> **Work request**:
Which lines below include "WESTVIEW"? Copy them all.

> **Data excerpts**:

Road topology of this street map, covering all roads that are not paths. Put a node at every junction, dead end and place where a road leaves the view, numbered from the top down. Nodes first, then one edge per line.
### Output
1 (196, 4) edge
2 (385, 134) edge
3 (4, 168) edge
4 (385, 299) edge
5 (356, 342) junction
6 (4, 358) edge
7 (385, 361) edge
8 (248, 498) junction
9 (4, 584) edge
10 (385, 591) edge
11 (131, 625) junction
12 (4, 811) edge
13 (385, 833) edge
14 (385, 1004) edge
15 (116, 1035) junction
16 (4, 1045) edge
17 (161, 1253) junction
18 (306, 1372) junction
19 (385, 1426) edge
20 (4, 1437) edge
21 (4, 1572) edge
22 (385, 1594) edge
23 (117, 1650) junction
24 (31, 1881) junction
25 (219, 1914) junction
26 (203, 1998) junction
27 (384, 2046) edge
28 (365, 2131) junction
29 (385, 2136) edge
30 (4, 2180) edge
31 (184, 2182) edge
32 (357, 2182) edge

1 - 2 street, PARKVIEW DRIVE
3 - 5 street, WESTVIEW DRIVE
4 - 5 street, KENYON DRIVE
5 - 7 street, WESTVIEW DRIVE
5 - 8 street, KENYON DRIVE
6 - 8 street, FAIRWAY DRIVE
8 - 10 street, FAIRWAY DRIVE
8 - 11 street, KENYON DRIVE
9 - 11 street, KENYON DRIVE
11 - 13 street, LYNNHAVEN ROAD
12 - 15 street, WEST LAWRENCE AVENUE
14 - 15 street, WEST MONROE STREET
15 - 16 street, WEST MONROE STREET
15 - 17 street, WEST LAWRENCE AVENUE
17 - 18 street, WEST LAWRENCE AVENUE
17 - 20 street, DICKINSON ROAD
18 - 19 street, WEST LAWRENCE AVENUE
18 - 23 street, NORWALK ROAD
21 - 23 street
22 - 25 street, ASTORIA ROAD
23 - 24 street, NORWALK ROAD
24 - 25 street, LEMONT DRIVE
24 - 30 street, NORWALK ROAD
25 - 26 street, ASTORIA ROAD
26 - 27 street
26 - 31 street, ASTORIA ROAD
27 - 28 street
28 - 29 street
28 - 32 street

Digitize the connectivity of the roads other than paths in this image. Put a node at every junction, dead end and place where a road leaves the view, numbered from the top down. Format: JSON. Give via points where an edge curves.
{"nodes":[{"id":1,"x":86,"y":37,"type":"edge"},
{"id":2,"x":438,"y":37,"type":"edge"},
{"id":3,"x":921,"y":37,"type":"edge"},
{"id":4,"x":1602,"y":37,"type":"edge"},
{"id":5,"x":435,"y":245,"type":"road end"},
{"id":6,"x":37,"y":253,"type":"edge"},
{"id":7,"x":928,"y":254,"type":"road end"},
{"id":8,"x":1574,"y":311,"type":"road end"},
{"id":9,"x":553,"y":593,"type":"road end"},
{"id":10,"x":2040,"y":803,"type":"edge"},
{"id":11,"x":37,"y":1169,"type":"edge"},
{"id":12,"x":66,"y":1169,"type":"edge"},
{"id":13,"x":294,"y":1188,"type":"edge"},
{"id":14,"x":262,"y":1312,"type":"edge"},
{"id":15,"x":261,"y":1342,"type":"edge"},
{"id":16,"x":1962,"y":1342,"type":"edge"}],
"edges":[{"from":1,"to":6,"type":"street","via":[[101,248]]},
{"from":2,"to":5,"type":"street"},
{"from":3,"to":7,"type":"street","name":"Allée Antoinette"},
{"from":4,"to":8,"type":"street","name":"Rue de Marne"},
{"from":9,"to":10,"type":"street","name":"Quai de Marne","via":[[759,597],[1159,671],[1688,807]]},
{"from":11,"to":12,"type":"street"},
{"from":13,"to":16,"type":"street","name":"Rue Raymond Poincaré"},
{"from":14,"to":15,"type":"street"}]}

> **Output for this task**:
3 - 5 street, WESTVIEW DRIVE
5 - 7 street, WESTVIEW DRIVE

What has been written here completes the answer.